What is required: Pick out each line below containing "image".

[Stored data]
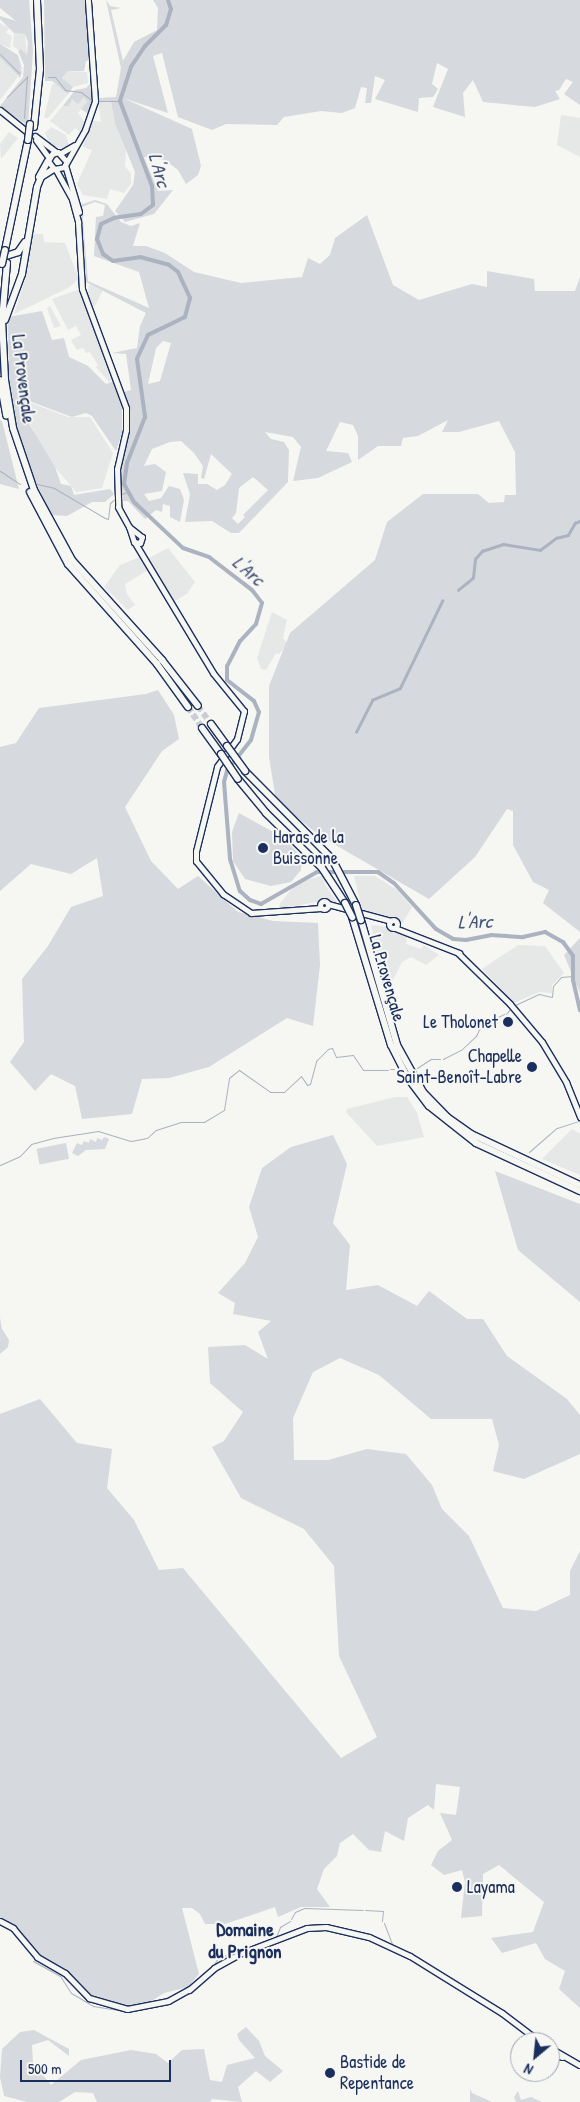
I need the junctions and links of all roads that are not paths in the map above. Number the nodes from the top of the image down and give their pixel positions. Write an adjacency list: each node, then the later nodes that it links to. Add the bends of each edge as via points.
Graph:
1 (32, 0): 6 (highway, La Provençale, via 36,68)
2 (36, 0): 6 (highway, La Provençale, via 40,69)
3 (88, 0): 5 (main road, via 95,96)
4 (0, 110): 6 (main road)
5 (87, 125): 8 (main road, via 73,146); 10 (main road)
6 (30, 128): 7 (highway, La Provençale)
7 (32, 140): 8 (main road); 9 (main road); 12 (highway, La Provençale)
8 (58, 153): 9 (main road); 10 (main road)
9 (49, 160): 11 (main road); 12 (highway, via 31,195 25,244)
10 (65, 163): 11 (main road); 15 (main road, via 77,203 85,289)
11 (55, 169): 14 (highway, via 41,177 37,187 22,274 5,315); 15 (main road, via 74,207 80,239 82,289)
12 (3, 261): 13 (highway, La Provençale); 14 (highway, La Provençale)
13 (0, 282)
14 (2, 351): 17 (highway, La Provençale, via 13,428)
15 (109, 357): 18 (main road, via 126,408 126,430 117,469 120,514)
16 (0, 380): 17 (highway, La Provençale, via 17,455)
17 (46, 521): 20 (highway, La Provençale, via 89,582 162,660); 21 (highway, La Provençale, via 86,587 157,664)
18 (135, 535): 19 (main road); 19 (main road, via 142,538)
19 (138, 543): 26 (main road, via 213,673 244,708 238,736 216,767 195,857 199,866 224,894 256,914 328,906 393,925 458,953 529,1026 566,1082)
20 (198, 706)
21 (188, 707)
22 (211, 724): 24 (highway, La Provençale, bridge, via 245,771 332,859 346,882 361,920)
23 (202, 728): 24 (highway, La Provençale, bridge, via 238,779 266,813 315,860 345,903 385,1026)
24 (404, 1066): 25 (highway, La Provençale)
25 (421, 1093): 27 (highway, La Provençale, via 471,1134); 28 (highway, La Provençale, via 444,1121 476,1143)
26 (580, 1117)
27 (580, 1185)
28 (580, 1191)
29 (0, 1921): 30 (main road, via 13,1928 33,1953 65,1973 90,1998 127,2009 168,2001 229,1960 311,1927 346,1931 380,1942 430,1968 478,2001)
30 (506, 2015): 31 (main road); 32 (main road)
31 (522, 2032)
32 (527, 2032)
33 (560, 2056): 34 (main road)
34 (580, 2065)

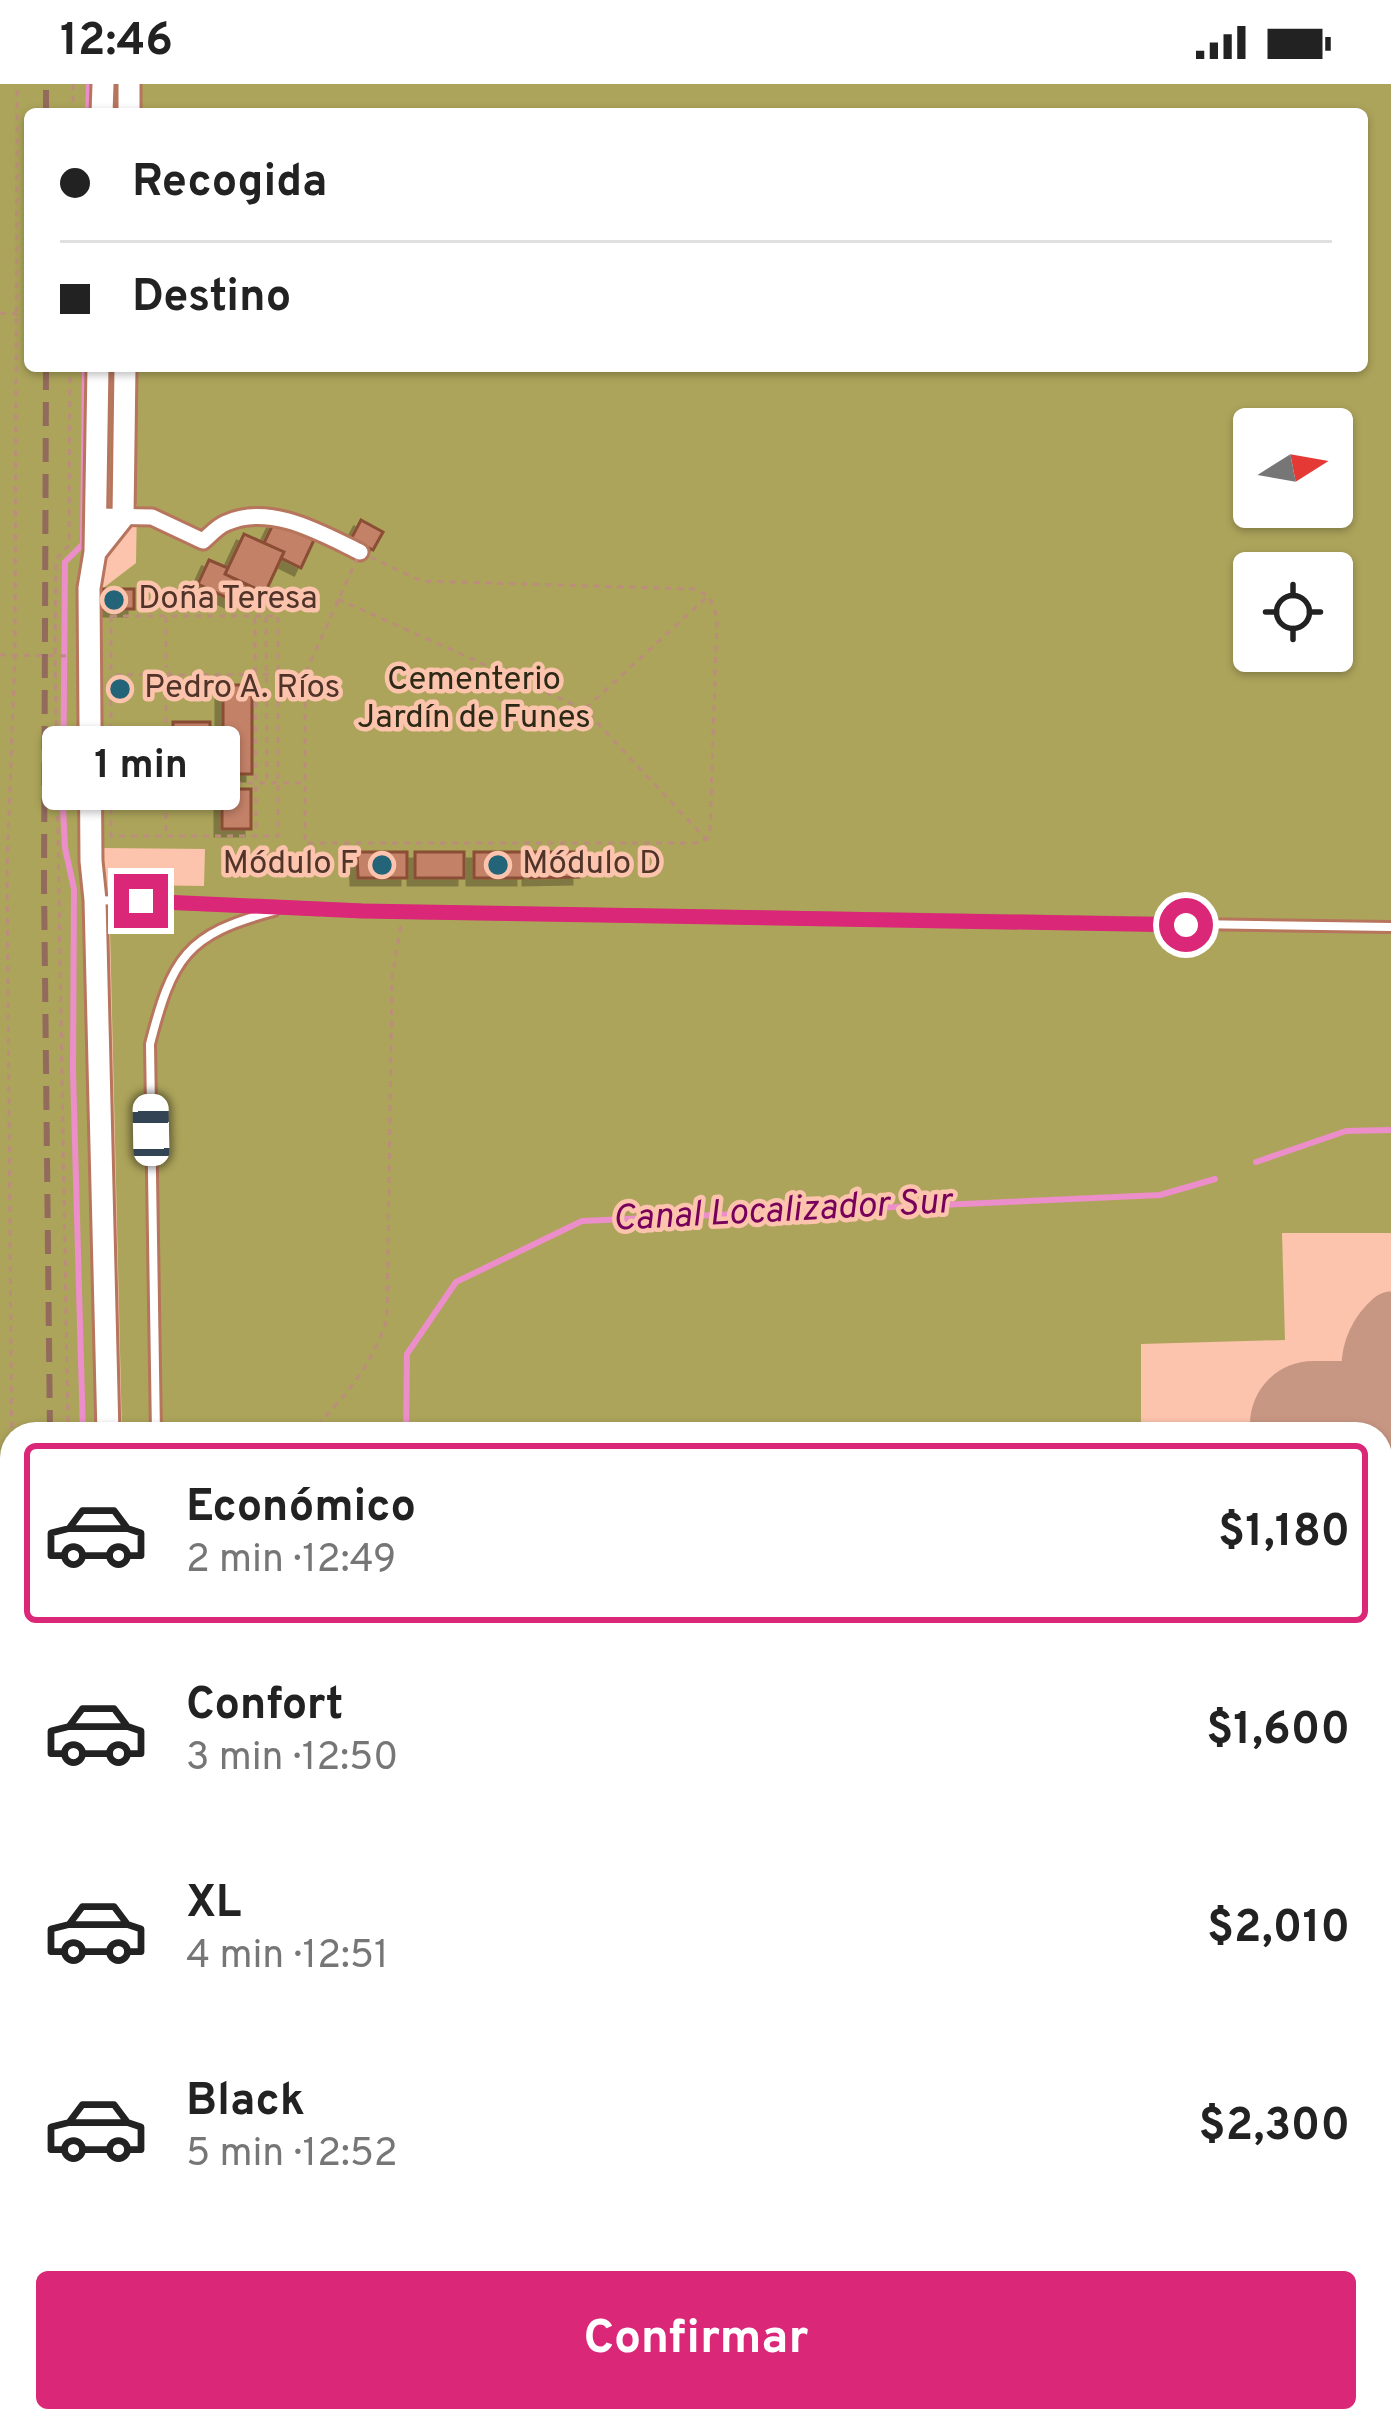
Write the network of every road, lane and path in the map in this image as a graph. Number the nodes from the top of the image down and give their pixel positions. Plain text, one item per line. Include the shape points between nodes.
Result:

Exercise response:
I need the junctions and links of all roads that are not paths in the map above. Number the nodes from the top of the image down and give their pixel positions. Write an adjacency list: each node, then the later nodes that it links to. Add the bends of each edge as via points.
Write the network of every road, lane and path in the map in this image as a graph. Number the nodes from the top of the image down and give their pixel positions. Plain text, one item per line. Include the shape points between nodes.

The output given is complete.